>>>>

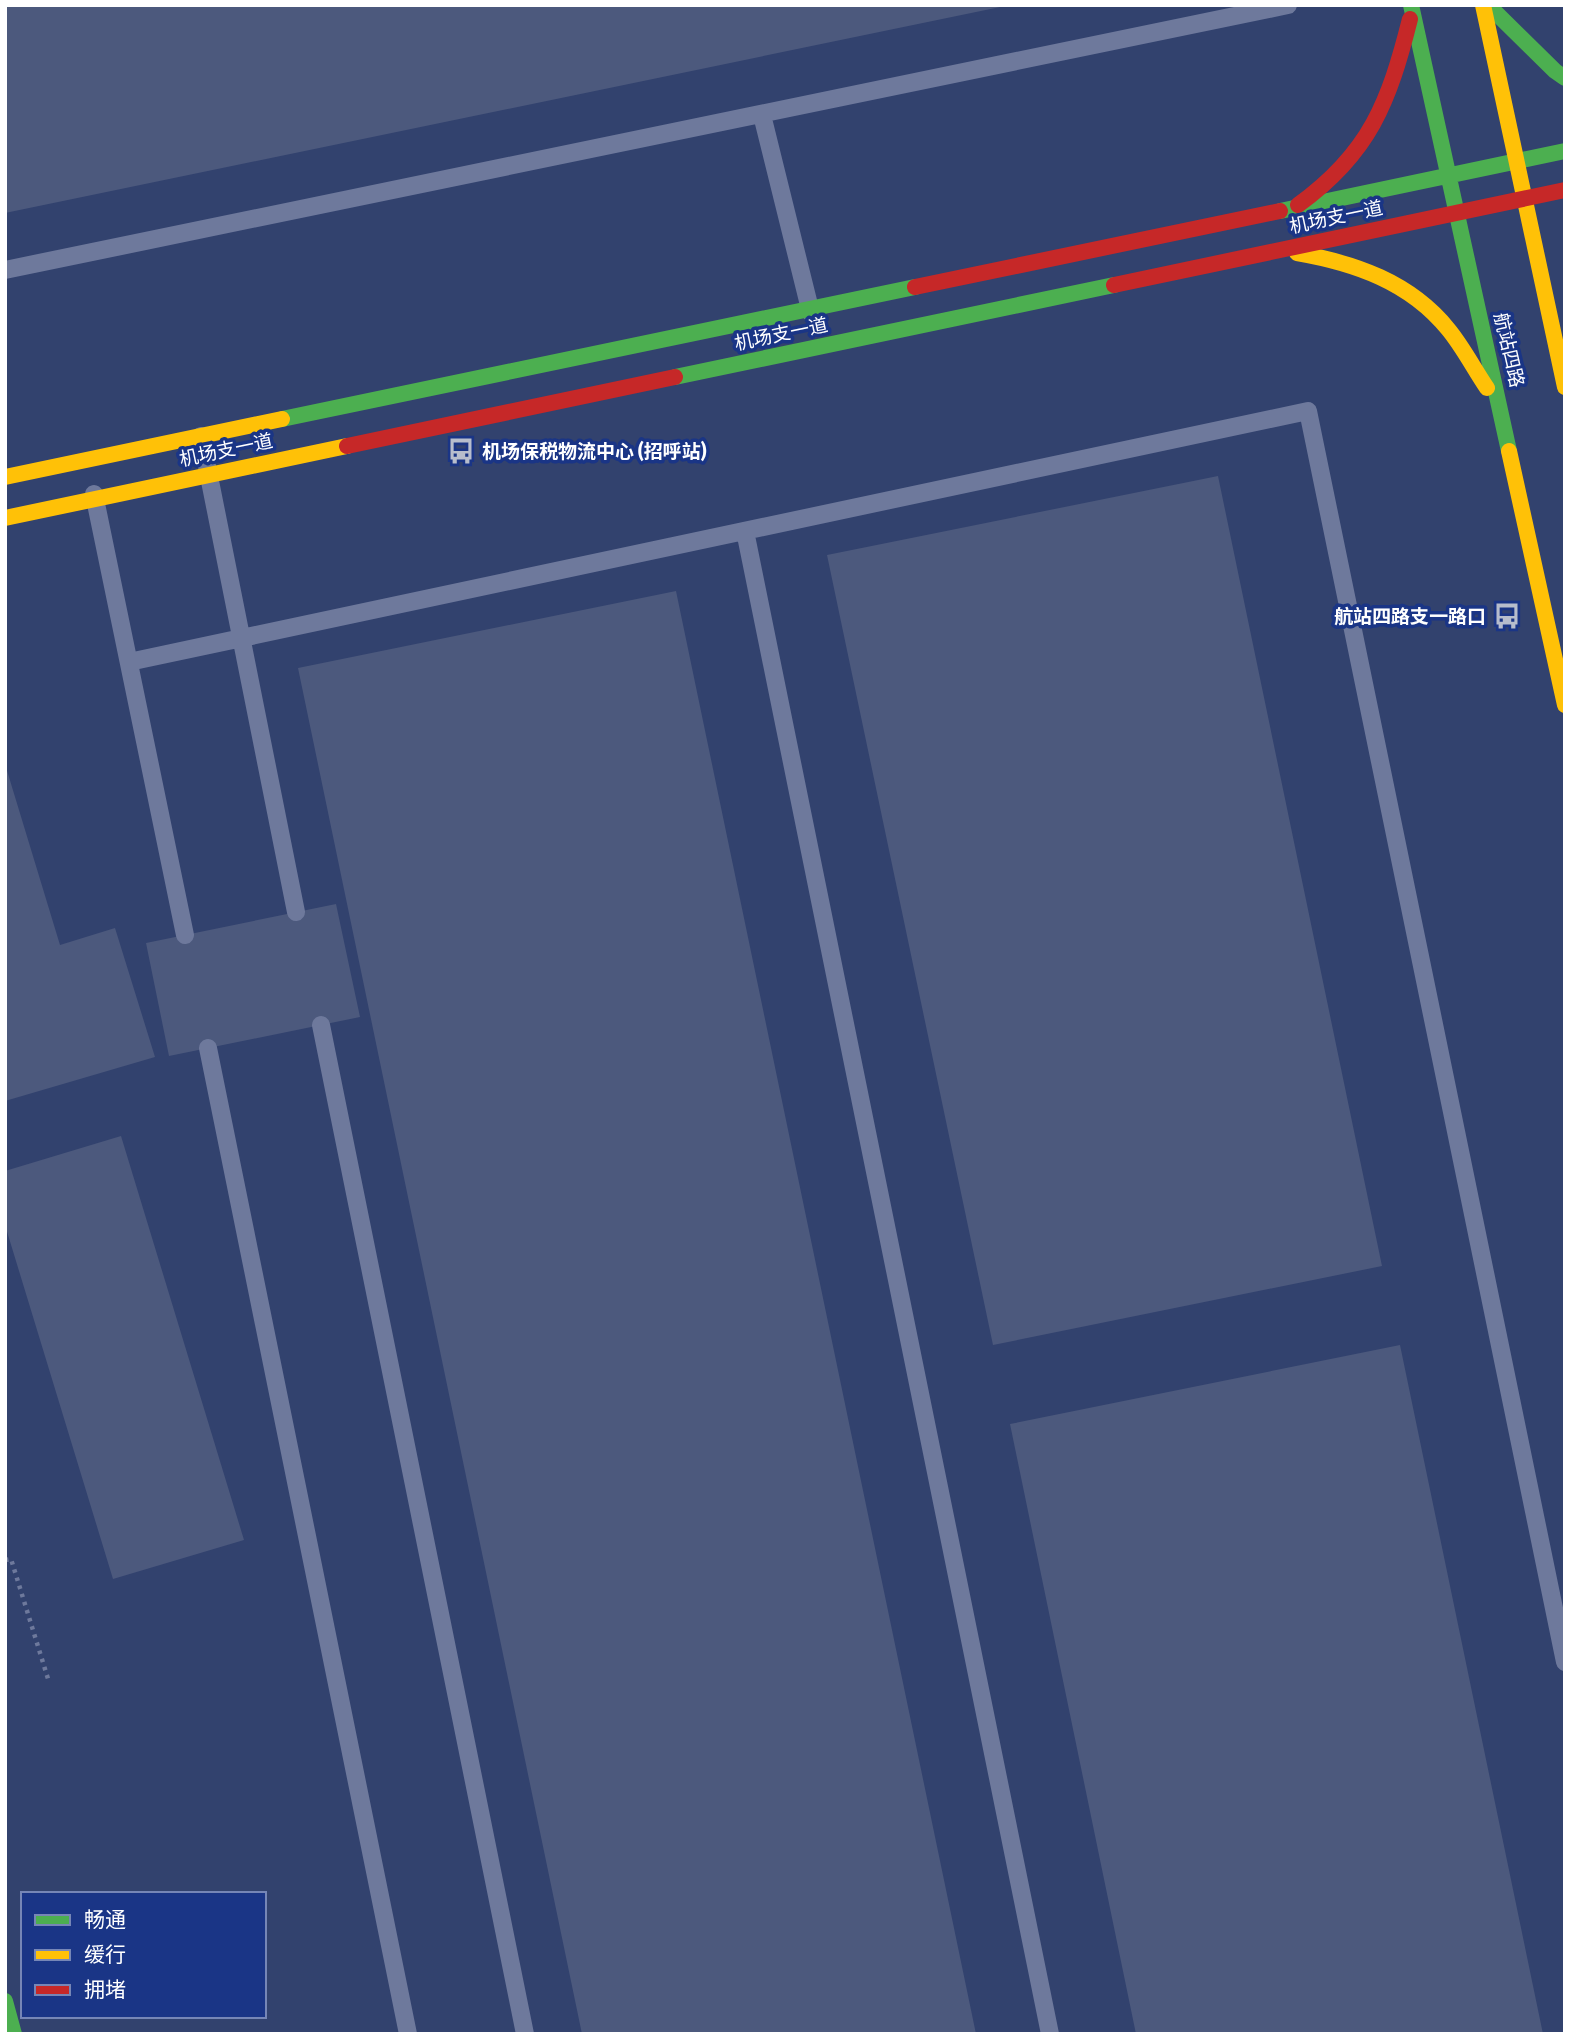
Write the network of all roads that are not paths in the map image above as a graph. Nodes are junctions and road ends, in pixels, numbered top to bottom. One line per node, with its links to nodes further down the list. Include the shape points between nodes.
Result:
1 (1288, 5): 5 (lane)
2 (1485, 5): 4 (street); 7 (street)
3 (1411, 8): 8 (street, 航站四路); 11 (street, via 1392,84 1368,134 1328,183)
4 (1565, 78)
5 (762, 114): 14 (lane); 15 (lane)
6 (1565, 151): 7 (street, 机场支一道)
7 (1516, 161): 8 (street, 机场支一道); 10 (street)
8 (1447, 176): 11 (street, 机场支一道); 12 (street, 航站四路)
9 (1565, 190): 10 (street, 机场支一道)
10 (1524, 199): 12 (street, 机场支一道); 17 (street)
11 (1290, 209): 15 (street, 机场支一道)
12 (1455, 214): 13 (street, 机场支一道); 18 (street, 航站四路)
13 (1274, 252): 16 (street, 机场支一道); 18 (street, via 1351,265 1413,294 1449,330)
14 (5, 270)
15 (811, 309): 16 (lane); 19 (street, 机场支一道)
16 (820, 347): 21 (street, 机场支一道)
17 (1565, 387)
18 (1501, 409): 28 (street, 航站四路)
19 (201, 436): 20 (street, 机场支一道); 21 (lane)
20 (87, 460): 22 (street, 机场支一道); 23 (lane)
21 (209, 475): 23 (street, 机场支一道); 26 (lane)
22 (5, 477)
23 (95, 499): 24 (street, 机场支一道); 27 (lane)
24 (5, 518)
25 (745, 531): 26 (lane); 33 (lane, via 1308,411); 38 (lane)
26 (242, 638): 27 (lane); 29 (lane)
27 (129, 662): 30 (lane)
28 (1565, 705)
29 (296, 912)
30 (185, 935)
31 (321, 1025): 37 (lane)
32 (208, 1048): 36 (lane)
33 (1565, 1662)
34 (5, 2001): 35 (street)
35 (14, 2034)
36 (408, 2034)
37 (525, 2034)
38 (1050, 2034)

<<<<

### PROBLEM TO WORK ON:
Indicate how many lines of the material include the word "航站四路"; the number alone is required.

### WRITTEN RESPONSE:
4